▶ [Work to be completed] Could you transcribe every record below exactly, leaving out any pictures?

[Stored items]
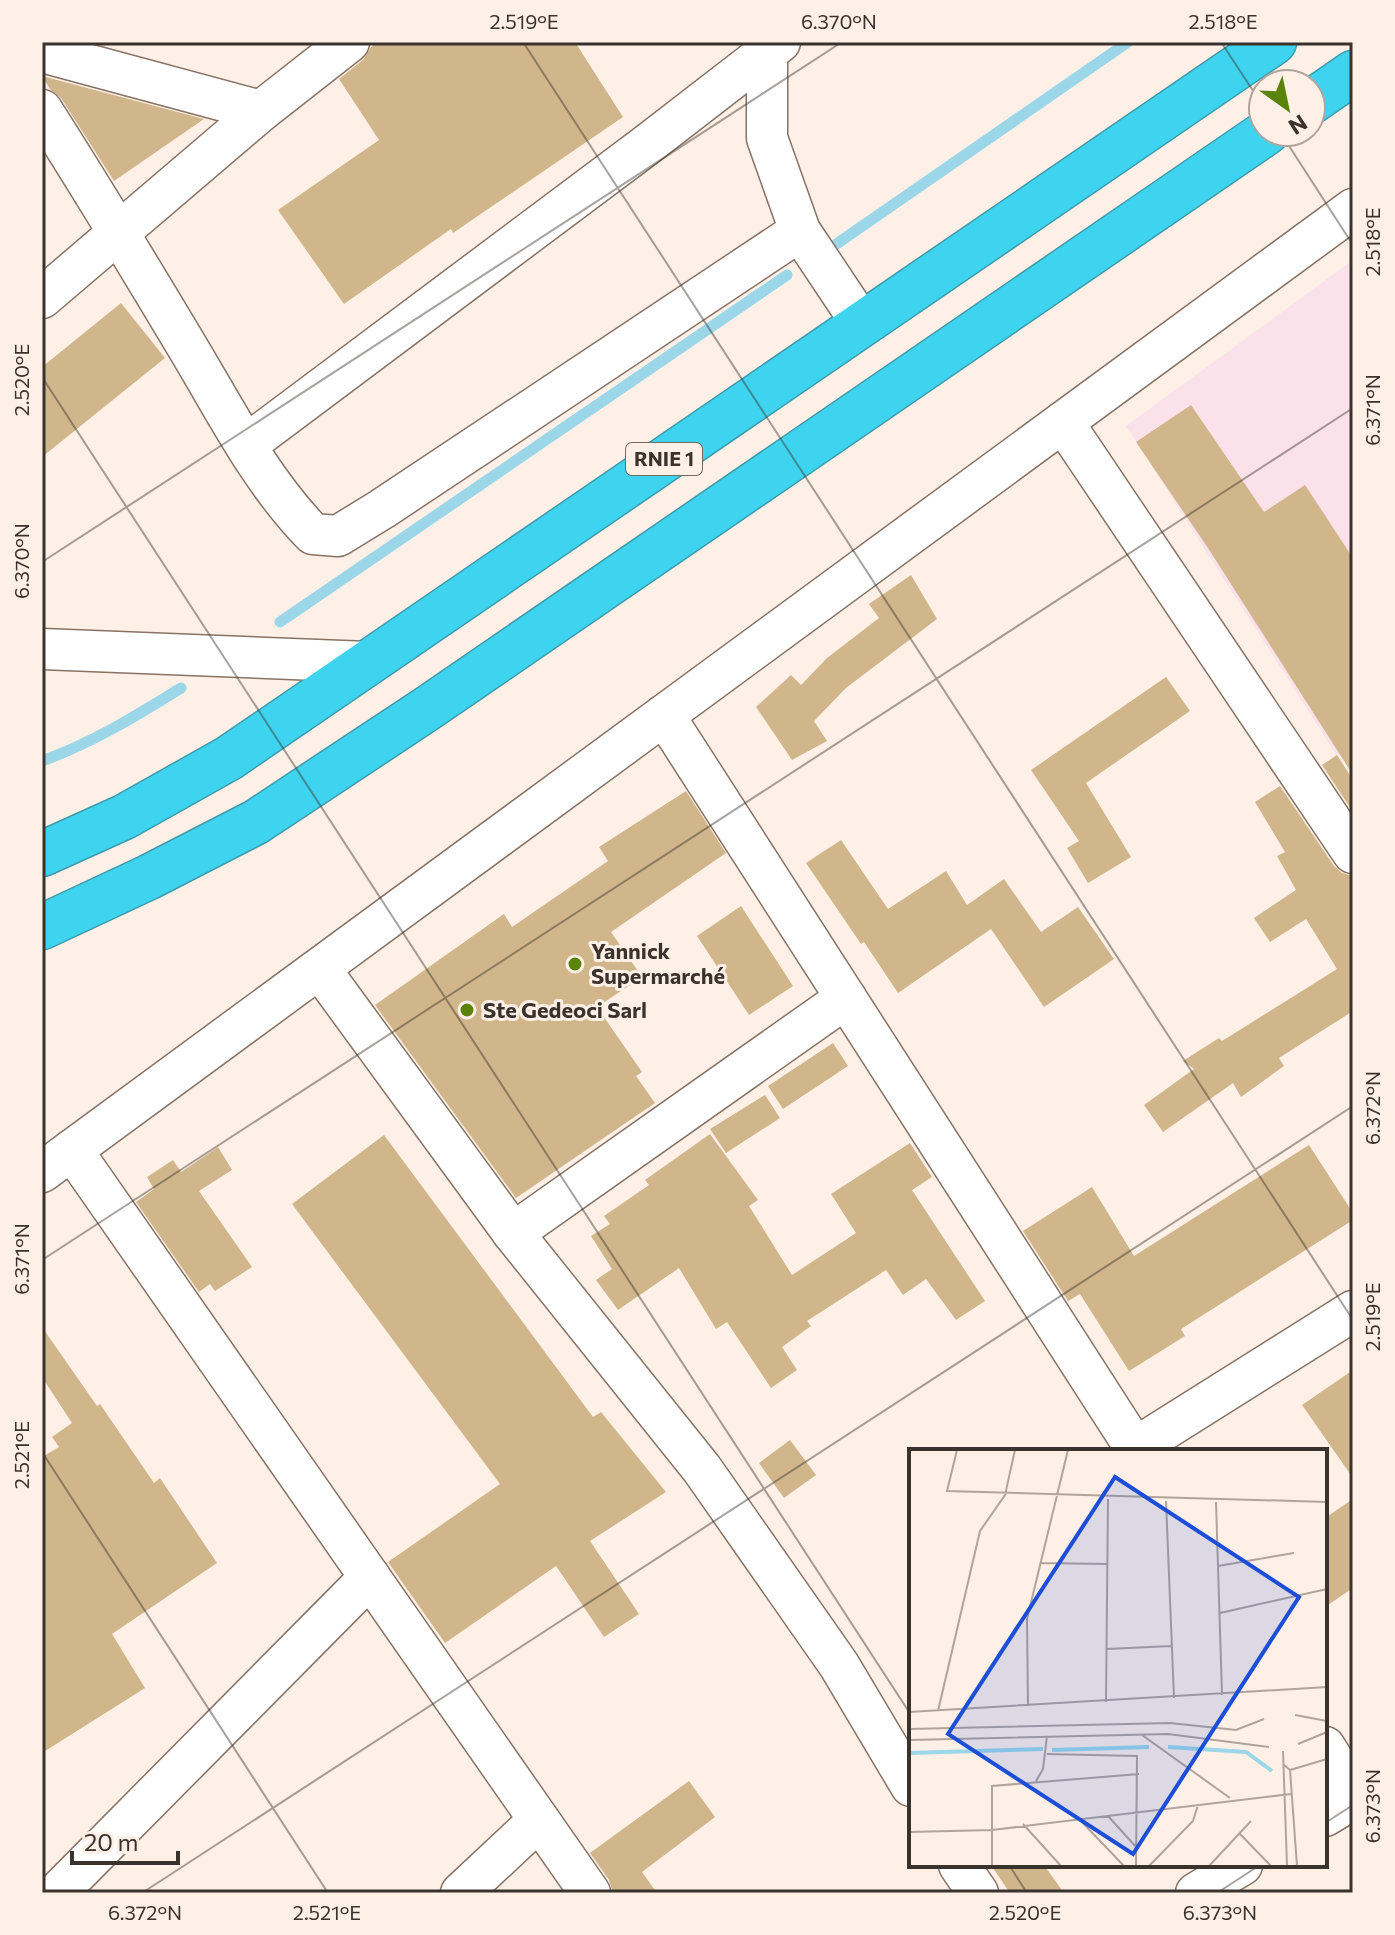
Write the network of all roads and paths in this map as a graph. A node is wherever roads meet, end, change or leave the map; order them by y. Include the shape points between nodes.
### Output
1 (349, 42) edge
2 (1274, 42) edge
3 (773, 47) edge
4 (42, 52) edge
5 (1353, 73) edge
6 (1327, 91) edge
7 (42, 110) edge
8 (261, 111) junction
9 (1247, 146) edge
10 (1353, 209) edge
11 (800, 231) junction
12 (119, 232) junction
13 (42, 298) edge
14 (862, 324) junction
15 (1063, 422) junction
16 (246, 445) junction
17 (42, 649) edge
18 (368, 662) junction
19 (664, 715) junction
20 (1353, 853) edge
21 (42, 854) edge
22 (42, 927) edge
23 (320, 969) junction
24 (846, 998) junction
25 (57, 1161) edge
26 (513, 1233) junction
27 (1353, 1311) edge
28 (1136, 1449) edge
29 (370, 1577) junction
30 (1327, 1750) edge
31 (909, 1783) edge
32 (1353, 1792) edge
33 (1353, 1799) edge
34 (1327, 1815) edge
35 (539, 1820) junction
36 (960, 1867) edge
37 (1239, 1867) edge
38 (57, 1893) edge
39 (461, 1893) edge
40 (590, 1893) edge
41 (978, 1893) edge
42 (1196, 1893) edge

1 - 8 street
2 - 14 highway, RNIE 1
3 - 11 street via 767,138
3 - 16 street
4 - 8 street
5 - 6 highway
7 - 12 street
8 - 12 street
9 - 22 highway via 256,822
10 - 15 street
11 - 14 street
11 - 16 street via 338,536 313,534 290,511
12 - 13 street
12 - 16 street
14 - 18 highway, RNIE 1
15 - 19 street
15 - 20 street
17 - 18 street
18 - 21 highway, RNIE 1 via 229,758 124,817
19 - 23 street
19 - 24 street
23 - 25 street
23 - 26 street
24 - 26 street
24 - 28 street
25 - 29 street
26 - 31 street via 702,1469 839,1665
27 - 28 street
29 - 35 street
29 - 38 street
30 - 32 street
33 - 34 street
35 - 39 street
35 - 40 street
36 - 41 street
37 - 42 street

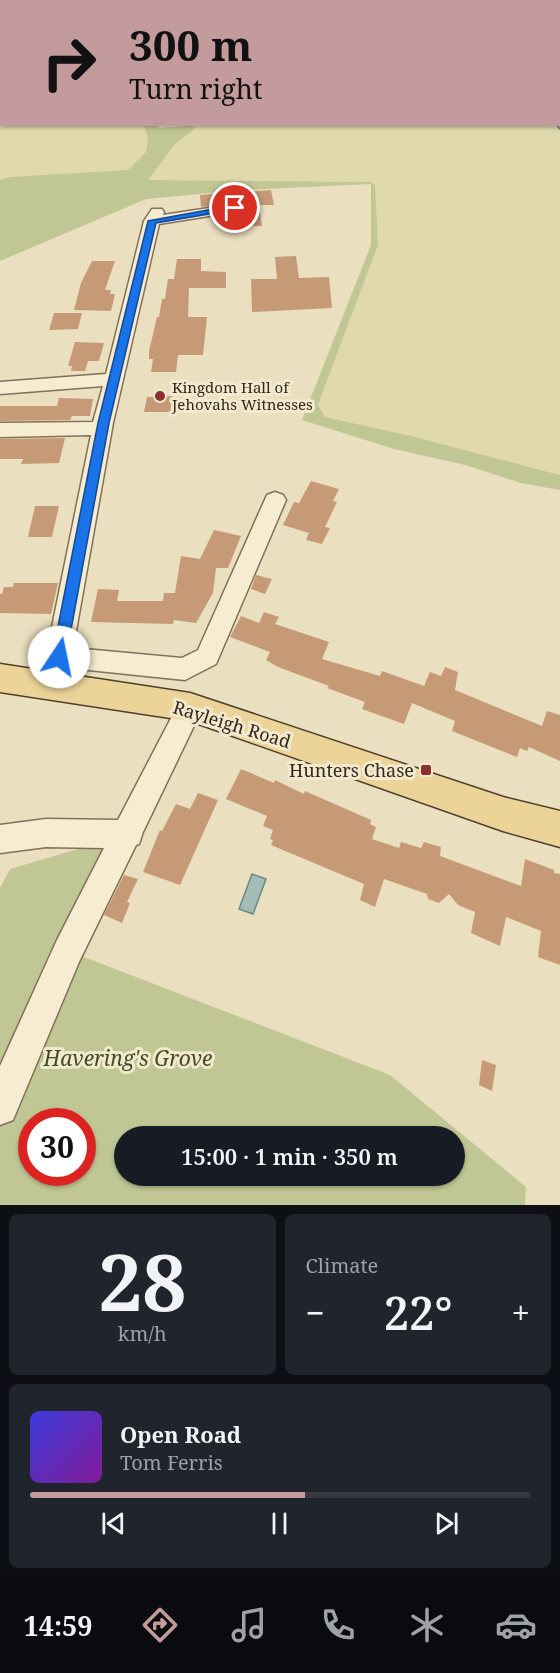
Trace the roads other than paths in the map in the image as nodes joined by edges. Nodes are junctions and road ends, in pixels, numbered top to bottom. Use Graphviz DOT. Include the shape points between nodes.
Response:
graph roads {
  1 [pos="235,208"];
  2 [pos="114,379"];
  3 [pos="0,388"];
  4 [pos="102,428"];
  5 [pos="0,430"];
  6 [pos="275,500"];
  7 [pos="56,671"];
  8 [pos="0,678"];
  9 [pos="190,707"];
  10 [pos="560,829"];
  11 [pos="129,834"];
  12 [pos="0,839"];
  13 [pos="0,1107"];
  1 -- 2 [label="street" via="154,217"];
  2 -- 3 [label="street"];
  2 -- 4 [label="street"];
  4 -- 5 [label="street"];
  4 -- 7 [label="street"];
  6 -- 7 [label="street, Rayleigh Road" via="207,657 185,669"];
  7 -- 8 [label="main road, Rayleigh Road"];
  7 -- 9 [label="main road, Rayleigh Road"];
  9 -- 10 [label="main road, Rayleigh Road"];
  9 -- 11 [label="street"];
  11 -- 12 [label="street" via="46,833"];
  11 -- 13 [label="street" via="68,951"];
}
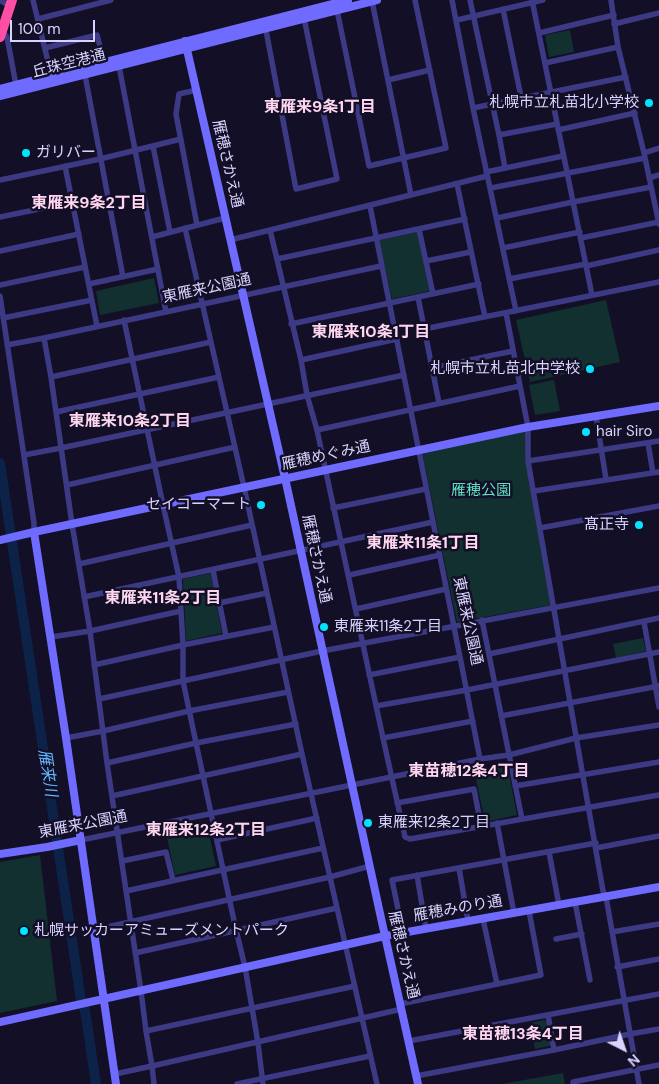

▶ [Answer space]
Write the network of all roads and paths in this map as a graph. A node is wherever roads meet, end, change or leave the map; order them by y. Include the shape points between nodes.
### Output
1 (349, 42) edge
2 (1274, 42) edge
3 (773, 47) edge
4 (42, 52) edge
5 (1353, 73) edge
6 (1327, 91) edge
7 (42, 110) edge
8 (261, 111) junction
9 (1247, 146) edge
10 (1353, 209) edge
11 (800, 231) junction
12 (119, 232) junction
13 (42, 298) edge
14 (862, 324) junction
15 (1063, 422) junction
16 (246, 445) junction
17 (42, 649) edge
18 (368, 662) junction
19 (664, 715) junction
20 (1353, 853) edge
21 (42, 854) edge
22 (42, 927) edge
23 (320, 969) junction
24 (846, 998) junction
25 (57, 1161) edge
26 (513, 1233) junction
27 (1353, 1311) edge
28 (1136, 1449) edge
29 (370, 1577) junction
30 (1327, 1750) edge
31 (909, 1783) edge
32 (1353, 1792) edge
33 (1353, 1799) edge
34 (1327, 1815) edge
35 (539, 1820) junction
36 (960, 1867) edge
37 (1239, 1867) edge
38 (57, 1893) edge
39 (461, 1893) edge
40 (590, 1893) edge
41 (978, 1893) edge
42 (1196, 1893) edge

1 - 8 street
2 - 14 highway, RNIE 1
3 - 11 street via 767,138
3 - 16 street
4 - 8 street
5 - 6 highway
7 - 12 street
8 - 12 street
9 - 22 highway via 256,822
10 - 15 street
11 - 14 street
11 - 16 street via 338,536 313,534 290,511
12 - 13 street
12 - 16 street
14 - 18 highway, RNIE 1
15 - 19 street
15 - 20 street
17 - 18 street
18 - 21 highway, RNIE 1 via 229,758 124,817
19 - 23 street
19 - 24 street
23 - 25 street
23 - 26 street
24 - 26 street
24 - 28 street
25 - 29 street
26 - 31 street via 702,1469 839,1665
27 - 28 street
29 - 35 street
29 - 38 street
30 - 32 street
33 - 34 street
35 - 39 street
35 - 40 street
36 - 41 street
37 - 42 street

Trace the roads other than paths in the map in the image as nodes joined by edges. Nodes are junctions and road ends, in pixels, numbered top to bottom. Use Graphviz DOT. Include the shape points between nodes.
Response:
graph roads {
  1 [pos="235,208"];
  2 [pos="114,379"];
  3 [pos="0,388"];
  4 [pos="102,428"];
  5 [pos="0,430"];
  6 [pos="275,500"];
  7 [pos="56,671"];
  8 [pos="0,678"];
  9 [pos="190,707"];
  10 [pos="560,829"];
  11 [pos="129,834"];
  12 [pos="0,839"];
  13 [pos="0,1107"];
  1 -- 2 [label="street" via="154,217"];
  2 -- 3 [label="street"];
  2 -- 4 [label="street"];
  4 -- 5 [label="street"];
  4 -- 7 [label="street"];
  6 -- 7 [label="street, Rayleigh Road" via="207,657 185,669"];
  7 -- 8 [label="main road, Rayleigh Road"];
  7 -- 9 [label="main road, Rayleigh Road"];
  9 -- 10 [label="main road, Rayleigh Road"];
  9 -- 11 [label="street"];
  11 -- 12 [label="street" via="46,833"];
  11 -- 13 [label="street" via="68,951"];
}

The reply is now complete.